[Dataset entries]
——————————

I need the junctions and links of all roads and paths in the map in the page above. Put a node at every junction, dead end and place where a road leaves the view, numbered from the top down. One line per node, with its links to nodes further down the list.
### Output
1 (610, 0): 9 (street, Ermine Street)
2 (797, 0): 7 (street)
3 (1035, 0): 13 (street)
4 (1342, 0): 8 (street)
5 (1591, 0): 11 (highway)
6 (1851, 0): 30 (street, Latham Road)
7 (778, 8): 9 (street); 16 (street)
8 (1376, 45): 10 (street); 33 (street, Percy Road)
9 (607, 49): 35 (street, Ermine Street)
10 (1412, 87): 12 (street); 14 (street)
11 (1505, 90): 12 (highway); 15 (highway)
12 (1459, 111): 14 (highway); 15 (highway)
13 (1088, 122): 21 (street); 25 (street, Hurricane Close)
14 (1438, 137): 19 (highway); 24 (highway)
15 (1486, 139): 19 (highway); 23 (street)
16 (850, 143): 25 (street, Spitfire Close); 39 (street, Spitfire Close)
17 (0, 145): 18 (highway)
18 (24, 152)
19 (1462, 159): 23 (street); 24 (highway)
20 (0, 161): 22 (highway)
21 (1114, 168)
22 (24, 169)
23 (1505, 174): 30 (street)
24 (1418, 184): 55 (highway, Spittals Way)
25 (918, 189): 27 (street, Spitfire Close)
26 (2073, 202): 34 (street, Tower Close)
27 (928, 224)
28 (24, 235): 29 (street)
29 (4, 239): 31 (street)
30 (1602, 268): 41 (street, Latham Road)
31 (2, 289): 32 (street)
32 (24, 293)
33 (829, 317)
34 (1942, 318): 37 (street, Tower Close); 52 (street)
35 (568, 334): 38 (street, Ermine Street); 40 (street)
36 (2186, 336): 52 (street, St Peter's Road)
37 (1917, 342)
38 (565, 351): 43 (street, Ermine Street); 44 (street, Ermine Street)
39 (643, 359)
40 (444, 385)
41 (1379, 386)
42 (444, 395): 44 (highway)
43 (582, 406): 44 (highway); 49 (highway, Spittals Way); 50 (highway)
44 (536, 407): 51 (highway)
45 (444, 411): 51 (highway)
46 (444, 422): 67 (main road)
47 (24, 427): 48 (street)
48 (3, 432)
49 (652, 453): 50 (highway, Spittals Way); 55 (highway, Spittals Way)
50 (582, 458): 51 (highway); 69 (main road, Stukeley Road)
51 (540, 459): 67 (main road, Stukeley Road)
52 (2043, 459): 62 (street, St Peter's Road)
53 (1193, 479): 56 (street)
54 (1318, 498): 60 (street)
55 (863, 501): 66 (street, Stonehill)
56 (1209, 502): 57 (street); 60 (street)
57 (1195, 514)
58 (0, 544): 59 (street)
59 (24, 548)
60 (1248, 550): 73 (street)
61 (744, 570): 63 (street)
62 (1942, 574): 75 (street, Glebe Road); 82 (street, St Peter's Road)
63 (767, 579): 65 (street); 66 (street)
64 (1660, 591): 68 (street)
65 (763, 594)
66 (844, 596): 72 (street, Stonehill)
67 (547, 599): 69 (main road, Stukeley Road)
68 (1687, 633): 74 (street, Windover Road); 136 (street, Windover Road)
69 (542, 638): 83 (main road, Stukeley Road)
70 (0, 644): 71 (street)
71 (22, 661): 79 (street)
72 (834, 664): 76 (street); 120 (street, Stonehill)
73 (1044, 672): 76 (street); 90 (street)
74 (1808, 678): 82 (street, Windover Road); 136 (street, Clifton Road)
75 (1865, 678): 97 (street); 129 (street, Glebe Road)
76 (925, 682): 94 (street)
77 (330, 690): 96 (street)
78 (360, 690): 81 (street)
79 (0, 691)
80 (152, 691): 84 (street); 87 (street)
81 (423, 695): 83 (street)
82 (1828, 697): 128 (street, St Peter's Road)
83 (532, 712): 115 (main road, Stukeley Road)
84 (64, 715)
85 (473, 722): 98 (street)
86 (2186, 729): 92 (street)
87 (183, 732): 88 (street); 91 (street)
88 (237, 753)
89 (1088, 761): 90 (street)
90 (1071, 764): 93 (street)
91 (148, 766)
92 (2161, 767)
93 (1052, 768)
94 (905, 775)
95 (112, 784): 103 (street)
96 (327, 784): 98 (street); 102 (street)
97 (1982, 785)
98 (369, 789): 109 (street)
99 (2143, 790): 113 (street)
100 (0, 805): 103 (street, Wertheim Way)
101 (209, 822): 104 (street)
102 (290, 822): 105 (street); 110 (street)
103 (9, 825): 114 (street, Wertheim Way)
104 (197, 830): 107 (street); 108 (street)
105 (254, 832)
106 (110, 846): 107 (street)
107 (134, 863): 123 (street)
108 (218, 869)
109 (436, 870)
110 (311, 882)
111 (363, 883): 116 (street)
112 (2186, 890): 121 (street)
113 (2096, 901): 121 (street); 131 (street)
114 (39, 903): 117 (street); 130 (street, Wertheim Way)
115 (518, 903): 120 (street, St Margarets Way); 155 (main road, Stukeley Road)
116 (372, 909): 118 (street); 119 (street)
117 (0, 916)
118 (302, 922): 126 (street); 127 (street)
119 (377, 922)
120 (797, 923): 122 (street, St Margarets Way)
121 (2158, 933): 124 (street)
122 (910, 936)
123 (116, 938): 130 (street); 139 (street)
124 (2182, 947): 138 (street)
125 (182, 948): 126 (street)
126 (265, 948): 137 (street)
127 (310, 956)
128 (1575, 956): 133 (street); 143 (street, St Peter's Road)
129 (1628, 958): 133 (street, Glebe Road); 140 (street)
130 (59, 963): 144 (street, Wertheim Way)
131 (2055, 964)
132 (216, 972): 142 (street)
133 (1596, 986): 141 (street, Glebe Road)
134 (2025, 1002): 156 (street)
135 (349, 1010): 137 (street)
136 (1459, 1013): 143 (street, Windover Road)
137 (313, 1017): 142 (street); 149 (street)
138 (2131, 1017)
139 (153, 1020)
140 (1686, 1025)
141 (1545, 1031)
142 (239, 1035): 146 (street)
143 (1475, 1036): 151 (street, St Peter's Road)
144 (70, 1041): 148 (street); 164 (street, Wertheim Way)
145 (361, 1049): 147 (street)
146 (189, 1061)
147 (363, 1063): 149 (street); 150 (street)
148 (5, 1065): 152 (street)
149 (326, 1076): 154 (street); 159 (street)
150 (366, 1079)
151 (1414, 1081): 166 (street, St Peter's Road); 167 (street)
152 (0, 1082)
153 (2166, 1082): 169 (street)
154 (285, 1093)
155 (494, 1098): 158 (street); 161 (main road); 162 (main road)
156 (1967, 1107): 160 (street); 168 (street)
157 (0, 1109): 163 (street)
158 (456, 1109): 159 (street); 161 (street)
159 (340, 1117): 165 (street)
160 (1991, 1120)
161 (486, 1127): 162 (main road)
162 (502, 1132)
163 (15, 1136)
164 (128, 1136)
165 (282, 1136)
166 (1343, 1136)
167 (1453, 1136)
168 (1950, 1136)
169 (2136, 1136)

——————————

■ What to produce ■
Whenever a line in the data holds "Spitfire", copy that line.

■ Answer for this exercise ■
16 (850, 143): 25 (street, Spitfire Close); 39 (street, Spitfire Close)
25 (918, 189): 27 (street, Spitfire Close)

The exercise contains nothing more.